Penulis sangat tertarik dengan salah satu benda yang terdapat pada Museum Pusaka Karo yaitu Pagar Jabu (Bekem-Bekem). Dengan membaca nama benda tersebut, Pagar Jabu yang terbersit dalam pemikiran penulis, benda itu merupakan pagar spiritual yang melindungi rumah adat (jabu) dari pengaruh jahat atau bahaya yang diletakkan di sekitar rumah atau kampung untuk menjaga keselamatan penghuninya. Namun, setelah membaca keterangan pada benda Pagar Jabu (Bekem-Bekem) yang tertera pada Museum Pusaka Karo itu penulis jadi merinding karena benda tersebut ternyata mengandung mistis yang sedikit negatif.

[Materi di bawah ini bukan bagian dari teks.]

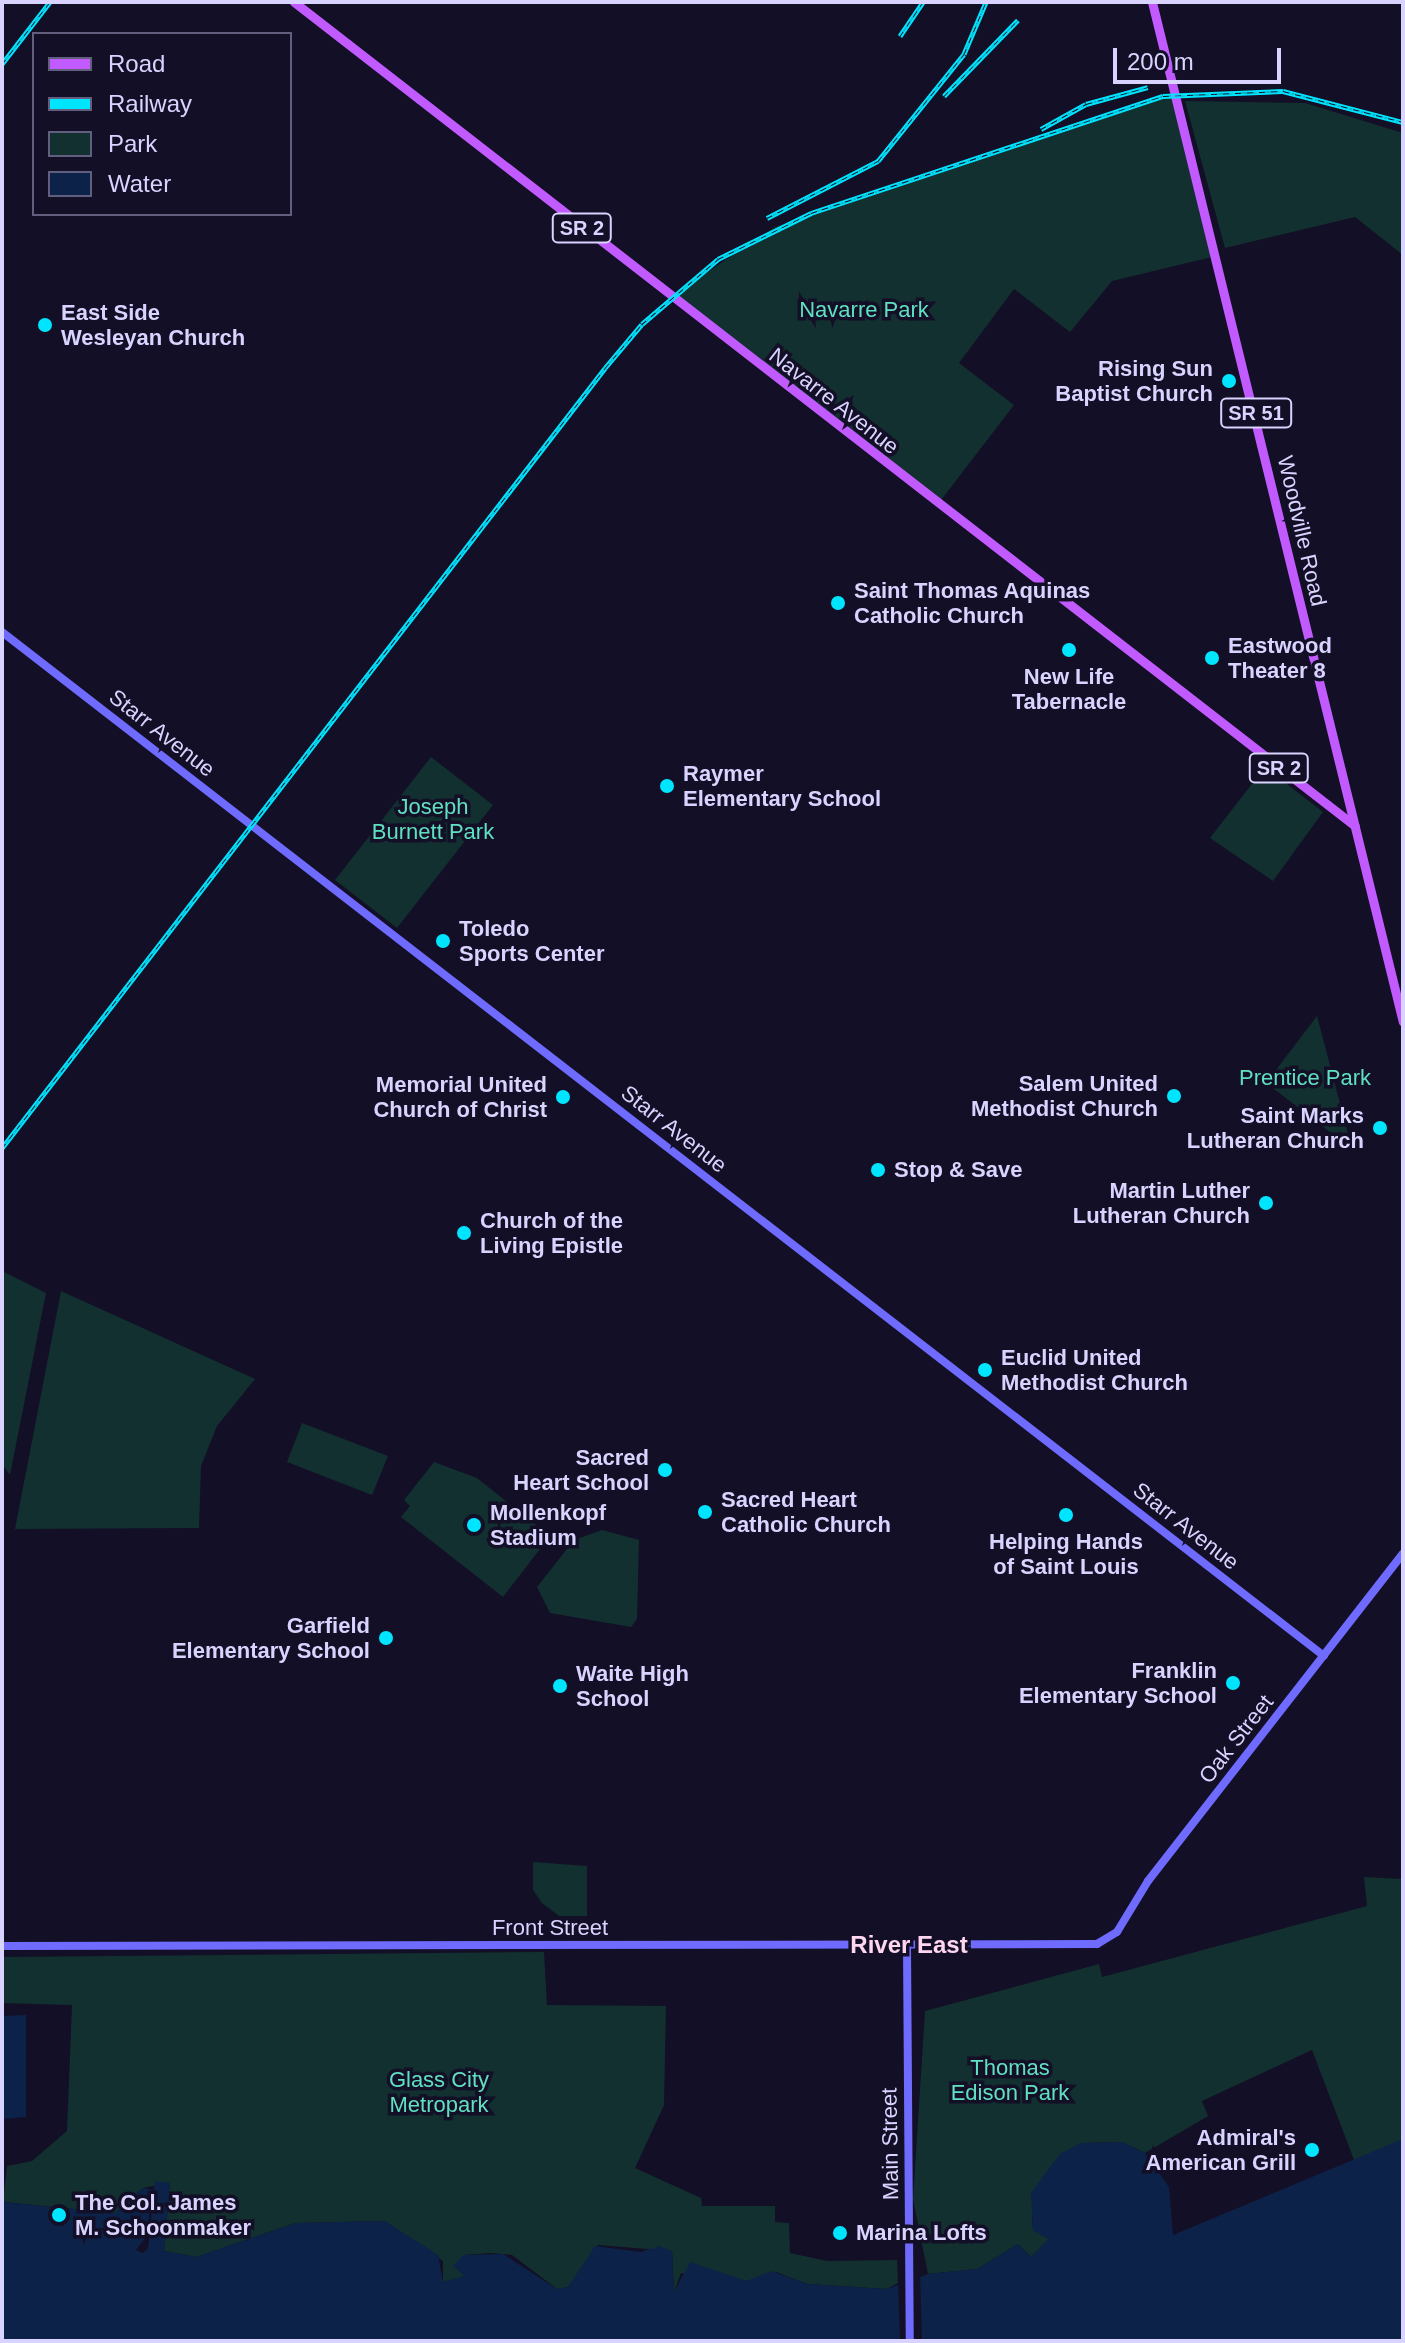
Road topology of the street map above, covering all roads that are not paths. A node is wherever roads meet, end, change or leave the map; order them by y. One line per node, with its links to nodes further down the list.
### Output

Sesuai dengan keterangan di Museum Pusaka Karo, Pagar Jabu (Bekem-Bekem) merupakan media atau alat yang digunakan untuk melakukan aktivitas menenung (santet) ilmu sihir yang dilakukan oleh seorang dukun (Guru Sibaso). Benda ini dibuat dari bahan kayu untuk patung dan tanduk untuk tabung tempat pupuk mbiring (serbuk-serbuk yang diramu khusus sebagai media ritual oleh sang dukun). Tanduk yang dipergunakan untuk Pagar Jabu ukurannya tidak terlalu besar, dan biasanya yang dipakai adalah tanduk rusa atau kambing.
Tutup Pagar Jabu berupa ukiran figur manusia menaiki singa dan ada juga manusia dalam posisi jongkok yang saling membelakangi. Figur manusia yang diukir dengan karakter tangguh dan bengis menambah keunikan patung tersebut. Bagian wadah dihiasi ornamen kalajengking, atau kacip gelang dalam bahasa Karo. Mulut wadah dihiasi dengan tali riman, sementara bagian ekornya dihiasi figur manusia dengan bagian atas kepala yang meruncing. Pagar Jabu (Bekem-Bekem) yang berwarna hitam dengan ukiran yang tidak biasa lebih memancarkan aura mistis yang membuat bulu kuduk berdiri.
Pupuk mbiring merupakan serbuk hitam yang halus seperti tepung yang diramu secara khusus oleh dukun atau orang tua pada zaman dulu. Pupuk mbiring ini bisa bertahan dalam jangka waktu yang lama atau bertahun-tahun dan digunakan untuk obat. Penulis pernah melihat pupuk mbiring di masa penulis masih anak-anak, pupuk mbirng tersebut dibuat oleh nini bulang (kakek) kami dan merupakan obat yang mujarab untuk mengobati penyakit yang diyakini dikirimkan oleh orang yang tidak berniat baik kepada seseorang.
Pada saat itu pupuk mbiring tersebut digunakan untuk mengobati saudara yang diduga terkena penyakit incuk, di mana pupuk mbiring itu dimakan dengan menggunakan daun sirih lengkap dengan gambir dan kapur ditambah sebuah bawang putih tunggal. Masyarakat Karo percaya bahwa penyakit incuk merupakan penyakit kiriman seperti santet atau guna-guna yang dikirimkan orang yang mendendam kepada seseorang.
Walaupun Pagar Jabu (Bekem-Bekem) dianggap benda yang penggunaannya negatif pada zaman dahulu, tapi peninggalan sejarah ini merupakan warisan budaya yang mencerminkan kepercayaan masyarakat Karo terhadap kekuatan spiritual yang harus tetap dijaga kelestariannya agar benda-benda tersebut dapat dilihat oleh anak cucu kita yang merupakan sebagian dari sejarah budaya Karo.